▸ **Source data**
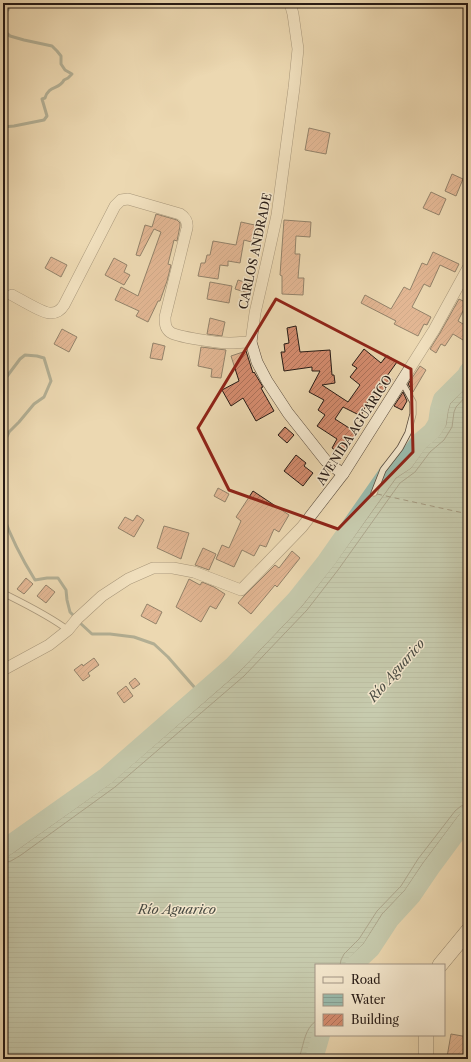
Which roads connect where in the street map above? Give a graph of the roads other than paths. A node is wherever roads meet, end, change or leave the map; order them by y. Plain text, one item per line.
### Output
1 (290, 3) edge
2 (468, 268) edge
3 (12, 296) dead end
4 (251, 342) junction
5 (402, 382) junction
6 (343, 474) junction
7 (374, 493) dead end
8 (3, 593) edge
9 (68, 630) junction
10 (3, 670) edge
11 (468, 931) edge
12 (441, 964) edge
13 (426, 1036) edge
14 (426, 1059) edge

1 - 4 street, CARLOS ANDRADE
2 - 5 street, AVENIDA AGUARICO
3 - 4 street
4 - 6 street, CARLOS ANDRADE
5 - 6 street, AVENIDA AGUARICO
5 - 7 lane
6 - 9 street, AVENIDA AGUARICO
8 - 9 lane
9 - 10 street
11 - 12 street
13 - 14 street

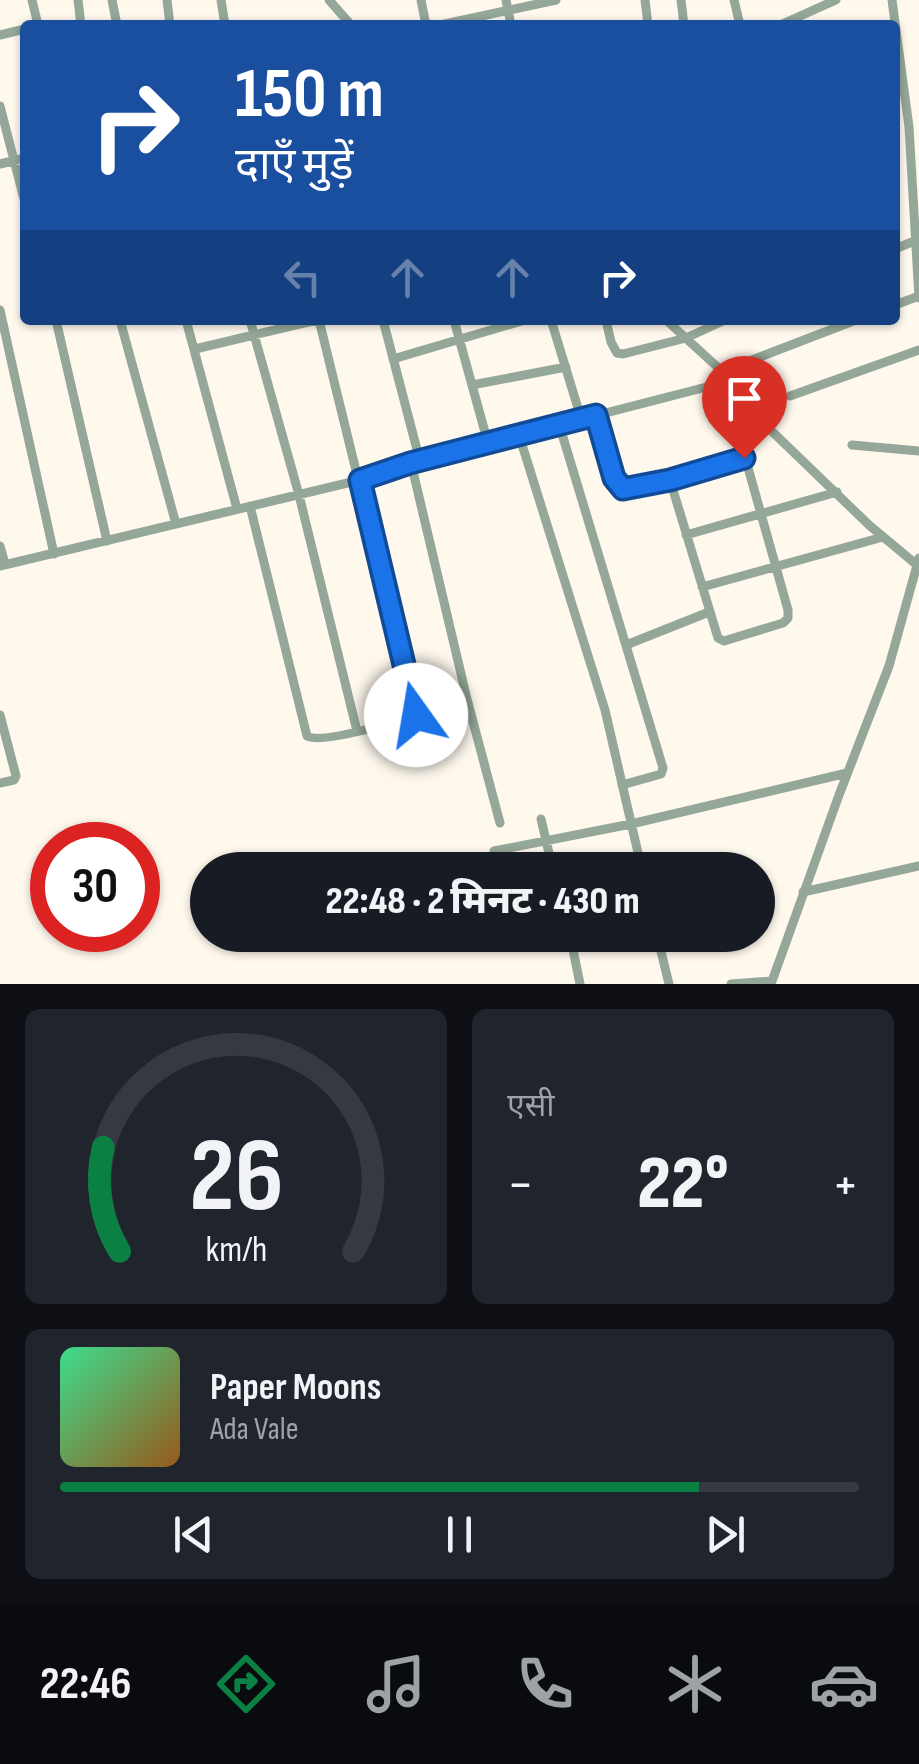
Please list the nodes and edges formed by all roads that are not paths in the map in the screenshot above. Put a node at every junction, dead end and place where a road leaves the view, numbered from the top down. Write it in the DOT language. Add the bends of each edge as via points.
graph roads {
  1 [pos="329,0"];
  2 [pos="556,0"];
  3 [pos="836,0"];
  4 [pos="507,5"];
  5 [pos="809,12"];
  6 [pos="347,20"];
  7 [pos="457,20"];
  8 [pos="791,20"];
  9 [pos="810,20"];
  10 [pos="900,103"];
  11 [pos="0,106"];
  12 [pos="919,120"];
  13 [pos="909,127"];
  14 [pos="20,159"];
  15 [pos="14,161"];
  16 [pos="0,164"];
  17 [pos="20,184"];
  18 [pos="916,184"];
  19 [pos="918,240"];
  20 [pos="918,268"];
  21 [pos="919,297"];
  22 [pos="0,310"];
  23 [pos="57,325"];
  24 [pos="121,325"];
  25 [pos="188,325"];
  26 [pos="251,325"];
  27 [pos="299,325"];
  28 [pos="319,325"];
  29 [pos="384,325"];
  30 [pos="456,325"];
  31 [pos="507,325"];
  32 [pos="553,325"];
  33 [pos="607,325"];
  34 [pos="672,325"];
  35 [pos="713,325"];
  36 [pos="845,325"];
  37 [pos="255,337"];
  38 [pos="686,338"];
  39 [pos="460,339"];
  40 [pos="195,350"];
  41 [pos="919,350"];
  42 [pos="393,360"];
  43 [pos="566,368"];
  44 [pos="723,378"];
  45 [pos="472,386"];
  46 [pos="790,396"];
  47 [pos="596,415"];
  48 [pos="582,418"];
  49 [pos="559,424"];
  50 [pos="519,435"];
  51 [pos="488,443"];
  52 [pos="852,445"];
  53 [pos="919,451"];
  54 [pos="744,458"];
  55 [pos="415,462"];
  56 [pos="360,480"];
  57 [pos="670,480"];
  58 [pos="836,492"];
  59 [pos="299,495"];
  60 [pos="250,506"];
  61 [pos="237,510"];
  62 [pos="760,514"];
  63 [pos="176,524"];
  64 [pos="686,536"];
  65 [pos="883,537"];
  66 [pos="107,541"];
  67 [pos="0,546"];
  68 [pos="54,554"];
  69 [pos="918,563"];
  70 [pos="2,565"];
  71 [pos="777,568"];
  72 [pos="702,587"];
  73 [pos="910,590"];
  74 [pos="919,598"];
  75 [pos="709,612"];
  76 [pos="626,646"];
  77 [pos="467,699"];
  78 [pos="0,715"];
  79 [pos="416,715"];
  80 [pos="357,732"];
  81 [pos="848,772"];
  82 [pos="0,784"];
  83 [pos="622,785"];
  84 [pos="541,819"];
  85 [pos="500,823"];
  86 [pos="632,824"];
  87 [pos="546,840"];
  88 [pos="494,852"];
  89 [pos="549,852"];
  90 [pos="638,852"];
  91 [pos="919,866"];
  92 [pos="803,892"];
  93 [pos="573,952"];
  94 [pos="661,952"];
  95 [pos="771,983"];
  96 [pos="580,984"];
  97 [pos="669,984"];
  98 [pos="731,984"];
  1 -- 6 [label="street"];
  2 -- 4 [label="street"];
  3 -- 5 [label="street"];
  4 -- 7 [label="street"];
  5 -- 8 [label="street"];
  5 -- 9 [label="street"];
  10 -- 13 [label="street"];
  11 -- 15 [label="street"];
  12 -- 13 [label="street"];
  13 -- 18 [label="street"];
  14 -- 15 [label="street"];
  15 -- 16 [label="street"];
  15 -- 17 [label="street"];
  18 -- 19 [label="street"];
  19 -- 20 [label="street"];
  20 -- 21 [label="street"];
  22 -- 68 [label="street"];
  23 -- 66 [label="street"];
  24 -- 63 [label="street"];
  25 -- 40 [label="street"];
  26 -- 37 [label="street"];
  27 -- 37 [label="street"];
  28 -- 56 [label="street"];
  29 -- 42 [label="street"];
  30 -- 39 [label="street"];
  31 -- 39 [label="street"];
  32 -- 43 [label="street"];
  33 -- 38 [label="street" via="620,354"];
  34 -- 38 [label="street"];
  35 -- 38 [label="street"];
  36 -- 44 [label="street"];
  37 -- 40 [label="street"];
  37 -- 59 [label="street"];
  38 -- 44 [label="street"];
  39 -- 42 [label="street"];
  39 -- 45 [label="street"];
  40 -- 61 [label="street"];
  41 -- 46 [label="street"];
  42 -- 55 [label="street"];
  43 -- 45 [label="street"];
  43 -- 48 [label="street"];
  44 -- 47 [label="street"];
  44 -- 54 [label="street"];
  44 -- 58 [label="street"];
  45 -- 51 [label="street"];
  47 -- 48 [label="street"];
  47 -- 57 [label="street" via="620,488"];
  48 -- 49 [label="street"];
  49 -- 50 [label="street"];
  49 -- 76 [label="street"];
  50 -- 51 [label="street"];
  50 -- 83 [label="street"];
  51 -- 55 [label="street"];
  52 -- 53 [label="street"];
  54 -- 57 [label="street"];
  54 -- 62 [label="street"];
  55 -- 56 [label="street"];
  55 -- 77 [label="street"];
  56 -- 59 [label="street"];
  56 -- 79 [label="street"];
  57 -- 64 [label="street"];
  58 -- 62 [label="street"];
  58 -- 65 [label="street"];
  59 -- 60 [label="street"];
  59 -- 80 [label="street"];
  60 -- 61 [label="street"];
  60 -- 80 [label="street" via="307,736"];
  61 -- 63 [label="street"];
  62 -- 64 [label="street"];
  62 -- 71 [label="street"];
  63 -- 66 [label="street"];
  64 -- 72 [label="street"];
  65 -- 69 [label="street"];
  65 -- 71 [label="street"];
  66 -- 68 [label="street"];
  67 -- 70 [label="street"];
  68 -- 70 [label="street"];
  69 -- 73 [label="street"];
  71 -- 72 [label="street"];
  71 -- 75 [label="street" via="788,610 783,623 721,641"];
  72 -- 75 [label="street"];
  73 -- 74 [label="street"];
  73 -- 81 [label="street"];
  75 -- 76 [label="street"];
  76 -- 83 [label="street" via="663,770"];
  77 -- 79 [label="street"];
  77 -- 85 [label="street"];
  78 -- 82 [label="street" via="16,776"];
  79 -- 80 [label="street"];
  81 -- 86 [label="street"];
  81 -- 92 [label="street"];
  83 -- 86 [label="street"];
  84 -- 87 [label="street"];
  86 -- 87 [label="street"];
  86 -- 90 [label="street"];
  87 -- 88 [label="street"];
  87 -- 89 [label="street"];
  91 -- 92 [label="street"];
  92 -- 95 [label="street"];
  93 -- 96 [label="street"];
  94 -- 97 [label="street"];
  95 -- 98 [label="street"];
}
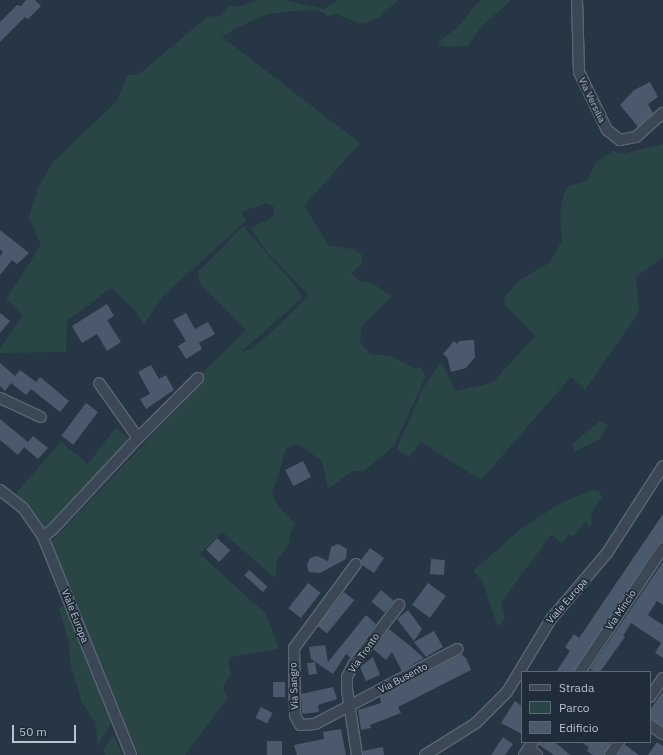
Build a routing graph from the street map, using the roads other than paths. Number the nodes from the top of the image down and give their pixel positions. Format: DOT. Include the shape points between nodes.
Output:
graph roads {
  1 [pos="577,0"];
  2 [pos="663,113"];
  3 [pos="198,378"];
  4 [pos="99,383"];
  5 [pos="0,398"];
  6 [pos="41,417"];
  7 [pos="138,438"];
  8 [pos="663,466"];
  9 [pos="663,479"];
  10 [pos="0,490"];
  11 [pos="646,492"];
  12 [pos="43,537"];
  13 [pos="663,548"];
  14 [pos="356,564"];
  15 [pos="399,605"];
  16 [pos="457,648"];
  17 [pos="521,671"];
  18 [pos="581,671"];
  19 [pos="521,672"];
  20 [pos="663,678"];
  21 [pos="651,696"];
  22 [pos="349,707"];
  23 [pos="651,726"];
  24 [pos="663,734"];
  25 [pos="618,743"];
  26 [pos="131,755"];
  27 [pos="357,755"];
  28 [pos="425,755"];
  29 [pos="610,755"];
  1 -- 2 [label="street, Via Versilia" via="579,72 607,130 620,140 636,137"];
  3 -- 7 [label="street"];
  4 -- 7 [label="street"];
  5 -- 6 [label="street"];
  7 -- 12 [label="street"];
  8 -- 11 [label="street, Viale Europa"];
  9 -- 11 [label="street"];
  10 -- 12 [label="street, Viale Europa" via="23,508"];
  11 -- 17 [label="street, Viale Europa" via="604,559 551,619"];
  12 -- 26 [label="street, Viale Europa"];
  13 -- 18 [label="street, Via Mincio"];
  14 -- 22 [label="street, Via Sangro" via="299,638 293,656 295,715 300,725 312,726"];
  15 -- 22 [label="street, Via Tronto" via="350,671 346,687"];
  16 -- 22 [label="street, Via Busento"];
  19 -- 28 [label="street, Viale Europa" via="503,697 476,723"];
  20 -- 21 [label="street"];
  22 -- 27 [label="street, Via Tronto"];
  23 -- 24 [label="street"];
  25 -- 29 [label="street"];
}
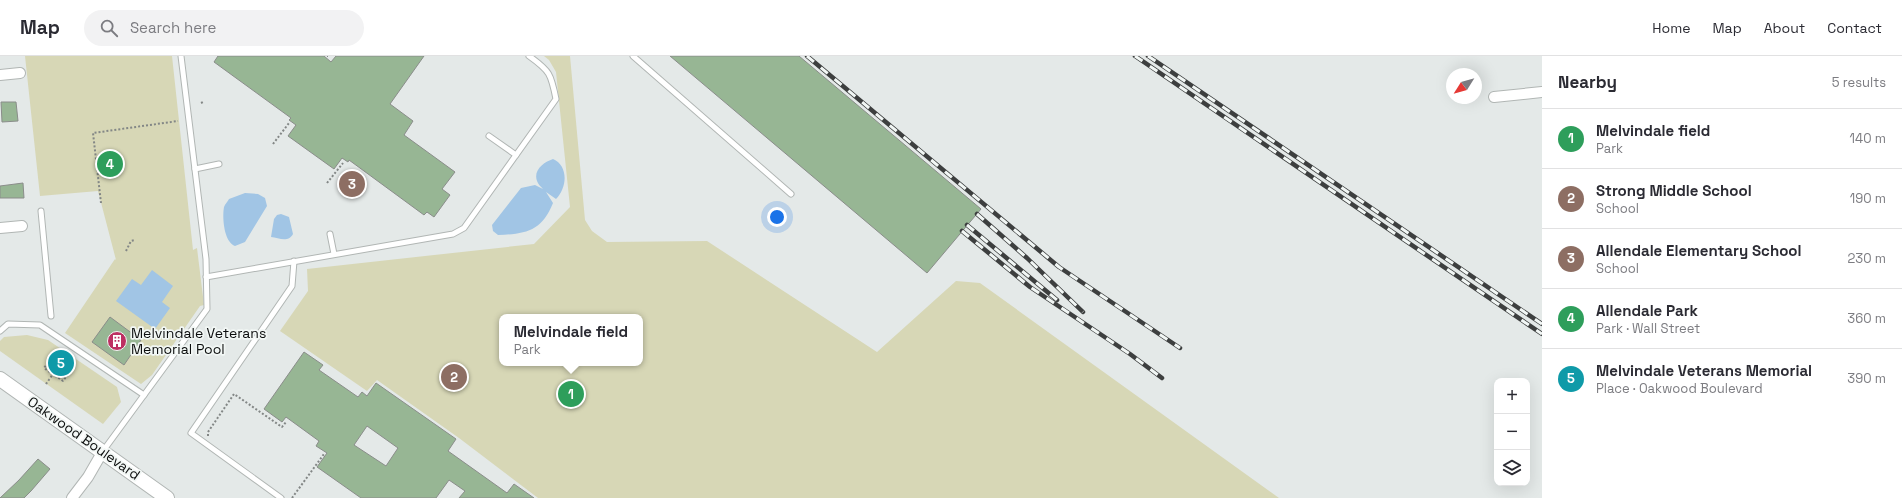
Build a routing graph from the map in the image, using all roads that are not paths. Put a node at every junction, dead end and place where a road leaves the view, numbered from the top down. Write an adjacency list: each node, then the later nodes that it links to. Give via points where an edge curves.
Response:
1 (181, 56): 11 (lane)
2 (529, 56): 9 (lane, via 544,67 551,78 556,99)
3 (633, 56): 12 (lane)
4 (20, 73): 5 (street)
5 (0, 75)
6 (1542, 92): 7 (street)
7 (1494, 97)
8 (489, 136): 9 (lane)
9 (516, 155): 17 (lane, via 464,228 453,234)
10 (219, 164): 11 (lane)
11 (195, 170): 19 (lane)
12 (790, 194)
13 (41, 211): 20 (lane)
14 (22, 226): 15 (street)
15 (0, 228)
16 (330, 234): 17 (lane)
17 (334, 254): 18 (lane)
18 (294, 261): 19 (lane); 27 (lane, via 292,286 191,433)
19 (206, 277): 23 (lane, via 206,309)
20 (51, 316)
21 (0, 331): 23 (lane, via 8,324 40,325)
22 (0, 379): 24 (main road, Oakwood Boulevard)
23 (144, 395): 24 (lane)
24 (103, 451): 25 (street); 26 (main road, Oakwood Boulevard)
25 (72, 498)
26 (167, 498)
27 (281, 498)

▸ **Exercise details**
Would you state how many lines in the listing above contain the word "down"? Reply with the number and no other words.

▸ **Output of the exercise**
3